◆ **Exercise requirements**: Search the entries below for the string "Красноармейская" and copy the lines that hold it.

◆ **Dataset content**:
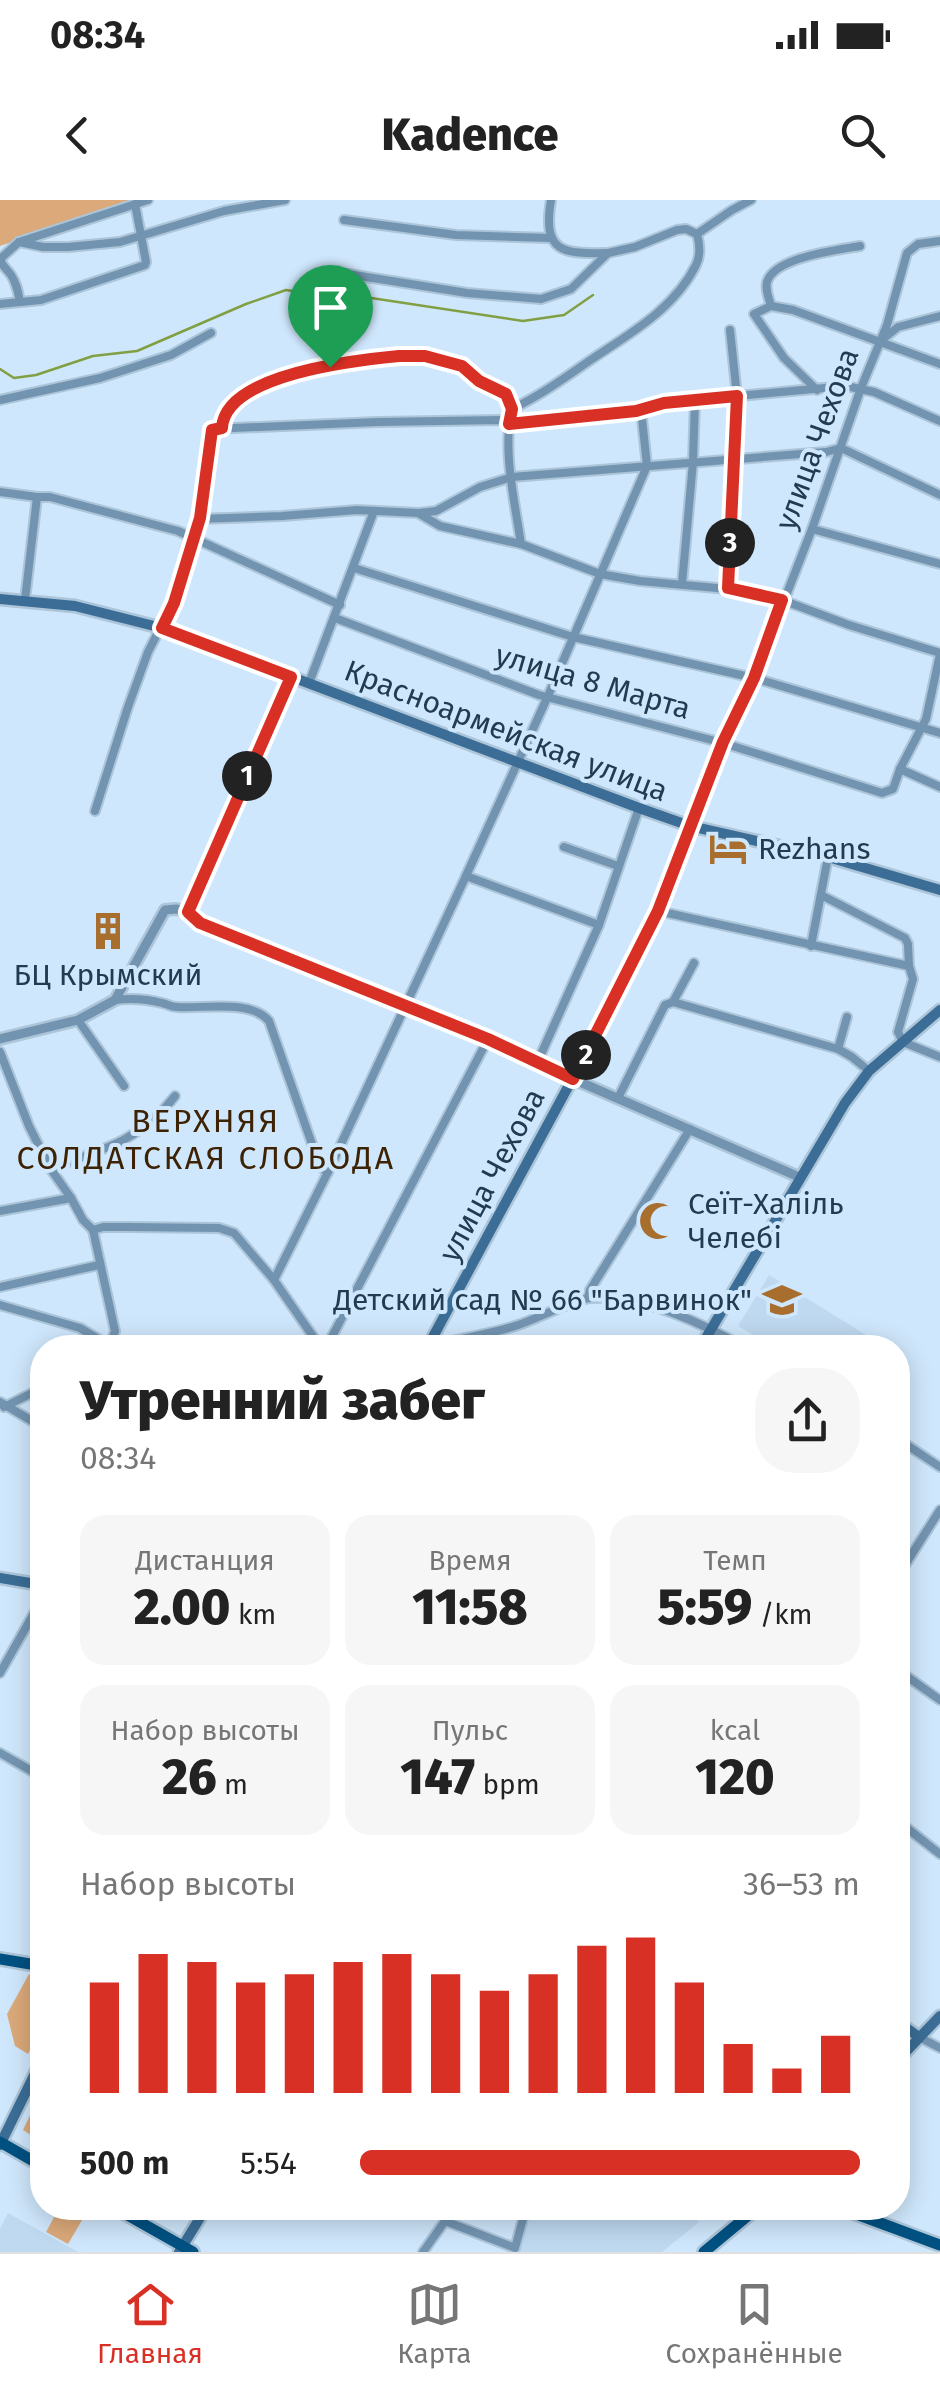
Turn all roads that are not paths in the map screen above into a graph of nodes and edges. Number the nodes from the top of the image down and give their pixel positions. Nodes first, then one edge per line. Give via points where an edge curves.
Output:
1 (148, 200) edge
2 (285, 200) edge
3 (551, 200) edge
4 (752, 200) edge
5 (135, 204) junction
6 (238, 205) edge
7 (344, 220) dead end
8 (697, 234) junction
9 (142, 236) junction
10 (551, 238) junction
11 (940, 241) edge
12 (19, 242) junction
13 (860, 246) dead end
14 (608, 253) junction
15 (0, 258) edge
16 (348, 274) dead end
17 (20, 302) junction
18 (0, 304) edge
19 (771, 306) junction
20 (940, 316) edge
21 (730, 330) dead end
22 (211, 333) dead end
23 (879, 342) junction
24 (940, 364) edge
25 (860, 388) junction
26 (817, 390) junction
27 (737, 396) junction
28 (0, 400) edge
29 (695, 400) junction
30 (512, 409) junction
31 (641, 409) junction
32 (940, 421) edge
33 (509, 424) junction
34 (222, 428) junction
35 (841, 448) junction
36 (733, 460) junction
37 (692, 462) junction
38 (647, 466) junction
39 (512, 477) junction
40 (0, 492) edge
41 (940, 495) edge
42 (36, 498) junction
43 (374, 511) junction
44 (418, 513) junction
45 (200, 518) junction
46 (812, 529) junction
47 (192, 539) junction
48 (521, 544) junction
49 (940, 564) edge
50 (354, 568) junction
51 (600, 574) junction
52 (682, 584) junction
53 (728, 588) junction
54 (0, 599) edge
55 (25, 600) junction
56 (782, 600) junction
57 (340, 605) junction
58 (334, 618) junction
59 (162, 628) junction
60 (573, 638) junction
61 (940, 653) edge
62 (291, 677) junction
63 (754, 678) junction
64 (308, 683) junction
65 (548, 696) junction
66 (921, 728) junction
67 (940, 733) edge
68 (723, 742) junction
69 (518, 761) junction
70 (900, 769) junction
71 (940, 787) edge
72 (639, 808) junction
73 (95, 811) dead end
74 (690, 826) junction
75 (564, 847) dead end
76 (828, 857) junction
77 (618, 866) junction
78 (466, 876) junction
79 (940, 890) edge
80 (821, 895) junction
81 (658, 911) junction
82 (188, 912) junction
83 (600, 924) junction
84 (811, 946) junction
85 (694, 963) dead end
86 (909, 966) junction
87 (115, 1000) junction
88 (673, 1002) junction
89 (405, 1006) junction
90 (940, 1010) edge
91 (847, 1016) dead end
92 (78, 1020) junction
93 (0, 1039) edge
94 (488, 1039) junction
95 (902, 1042) junction
96 (838, 1050) junction
97 (0, 1052) edge
98 (940, 1057) edge
99 (538, 1062) junction
100 (869, 1072) junction
101 (573, 1079) junction
102 (124, 1086) dead end
103 (176, 1096) dead end
104 (618, 1098) junction
105 (690, 1128) junction
106 (50, 1168) junction
107 (328, 1172) junction
108 (800, 1177) junction
109 (71, 1198) junction
110 (0, 1211) edge
111 (93, 1230) junction
112 (99, 1264) junction
113 (274, 1280) junction
114 (0, 1287) edge
115 (588, 1298) junction
116 (0, 1304) edge
117 (710, 1330) junction
118 (90, 1335) edge
119 (114, 1335) edge
120 (314, 1335) edge
121 (331, 1335) edge
122 (434, 1335) edge
123 (478, 1335) edge
124 (707, 1335) edge
125 (720, 1335) edge
126 (30, 1393) edge
127 (3, 1405) edge
128 (30, 1420) edge
129 (910, 1447) edge
130 (940, 1466) edge
131 (940, 1510) edge
132 (910, 1557) edge
133 (0, 1578) edge
134 (30, 1583) edge
135 (30, 1620) edge
136 (0, 1673) edge
137 (910, 1679) edge
138 (940, 1700) edge
139 (0, 1753) edge
140 (30, 1770) edge
141 (910, 1830) edge
142 (940, 1854) edge
143 (0, 1959) edge
144 (30, 1964) edge
145 (940, 2016) edge
146 (910, 2031) edge
147 (919, 2037) junction
148 (910, 2047) edge
149 (940, 2048) edge
150 (30, 2083) edge
151 (0, 2143) edge
152 (30, 2159) edge
153 (135, 2220) edge
154 (200, 2220) edge
155 (523, 2220) edge
156 (743, 2220) edge
157 (872, 2220) edge
158 (940, 2246) edge
159 (185, 2250) edge
160 (423, 2252) edge
161 (704, 2252) edge

1 - 5 street
2 - 6 street
3 - 10 street
4 - 8 street
5 - 9 street
5 - 12 street
6 - 9 street
7 - 10 street via 456,235
8 - 14 street via 686,228
8 - 30 street via 697,264 649,321
9 - 12 street via 68,247
9 - 17 street via 146,262 140,268
10 - 14 street via 570,252
11 - 23 street, улица Чехова via 911,248
12 - 15 street
13 - 19 street via 784,265 768,280
14 - 16 street via 571,289 542,299
15 - 17 street
17 - 18 street
19 - 23 street
19 - 26 street via 754,314
20 - 23 street via 898,327
21 - 27 street
22 - 28 street via 100,378
23 - 24 street
23 - 25 street, улица Чехова
25 - 26 street
25 - 32 street
25 - 35 street, улица Чехова
26 - 27 street
27 - 29 street
27 - 36 street
29 - 31 street
29 - 37 street
30 - 33 street
30 - 34 street via 506,394 462,366 399,356 286,374 226,410
31 - 33 street
31 - 38 street
33 - 34 street
33 - 39 street
34 - 45 street via 212,430
35 - 36 street
35 - 41 street
35 - 46 street, улица Чехова
36 - 37 street
36 - 53 street
37 - 38 street
37 - 52 street
38 - 39 street
38 - 51 street
39 - 44 street
39 - 48 street
40 - 42 street
42 - 47 street
42 - 55 street
43 - 44 street
43 - 45 street
43 - 50 street
44 - 48 street via 440,526
45 - 47 street
46 - 49 street
46 - 56 street, улица Чехова
47 - 57 street
47 - 59 street
48 - 51 street
50 - 57 street
50 - 60 street
51 - 52 street
51 - 60 street
52 - 53 street
53 - 56 street
54 - 55 main road, Красноармейская улица
55 - 59 main road, Красноармейская улица
56 - 61 street
56 - 63 street, улица Чехова
57 - 58 street
58 - 64 street
58 - 65 street, улица 8 Марта
59 - 62 main road, Красноармейская улица
59 - 73 street via 144,662
60 - 63 street
60 - 65 street
61 - 66 street
62 - 64 main road, Красноармейская улица
62 - 82 street
63 - 66 street
63 - 68 street, улица Чехова
64 - 69 main road, Красноармейская улица
65 - 68 street, улица 8 Марта
65 - 69 street
66 - 67 street
66 - 70 street
68 - 70 street, улица 8 Марта via 882,793 893,789
68 - 74 street, улица Чехова
69 - 72 main road, Красноармейская улица
69 - 78 street
70 - 71 street
72 - 74 main road, Красноармейская улица
72 - 77 street
74 - 76 main road, Красноармейская улица
74 - 81 main road, улица Чехова
75 - 77 street
76 - 79 main road, Красноармейская улица
76 - 80 street
77 - 83 street
78 - 83 street
78 - 89 street
80 - 84 street
80 - 86 street via 906,938
81 - 84 street
81 - 101 main road, улица Чехова
82 - 87 street via 165,910
82 - 89 street via 200,923
83 - 99 street
84 - 86 street
85 - 88 street
86 - 95 street via 913,979 898,1026
87 - 92 street
87 - 107 street via 264,1014 320,1167
88 - 96 street
88 - 104 street via 665,1005
89 - 94 street
89 - 107 street
90 - 95 main road
91 - 96 street
92 - 93 street
92 - 102 street
94 - 99 street
94 - 121 street
95 - 98 street
95 - 100 main road
96 - 100 street
97 - 106 street
99 - 101 street
100 - 108 main road
101 - 104 street
101 - 122 main road, улица Чехова
103 - 106 street via 135,1135
104 - 105 street
105 - 108 street
105 - 115 street
106 - 109 street
107 - 113 street
108 - 117 main road
109 - 110 street
109 - 111 street
111 - 112 street
111 - 113 street via 219,1228 234,1233
112 - 114 street
112 - 119 street
113 - 120 street
115 - 117 street via 656,1308
115 - 123 street
116 - 118 street
117 - 124 main road
117 - 125 street
126 - 127 street
127 - 128 street
129 - 130 street
131 - 132 street
133 - 134 main road
135 - 136 street
137 - 138 street
139 - 140 street
141 - 142 street
143 - 144 main road
145 - 147 main road
146 - 147 main road
147 - 148 main road
147 - 149 street
150 - 151 main road
151 - 152 main road
153 - 159 main road
154 - 159 main road
155 - 160 street via 515,2248 445,2221
156 - 161 main road
157 - 158 main road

◆ **Exercise result**:
54 - 55 main road, Красноармейская улица
55 - 59 main road, Красноармейская улица
59 - 62 main road, Красноармейская улица
62 - 64 main road, Красноармейская улица
64 - 69 main road, Красноармейская улица
69 - 72 main road, Красноармейская улица
72 - 74 main road, Красноармейская улица
74 - 76 main road, Красноармейская улица
76 - 79 main road, Красноармейская улица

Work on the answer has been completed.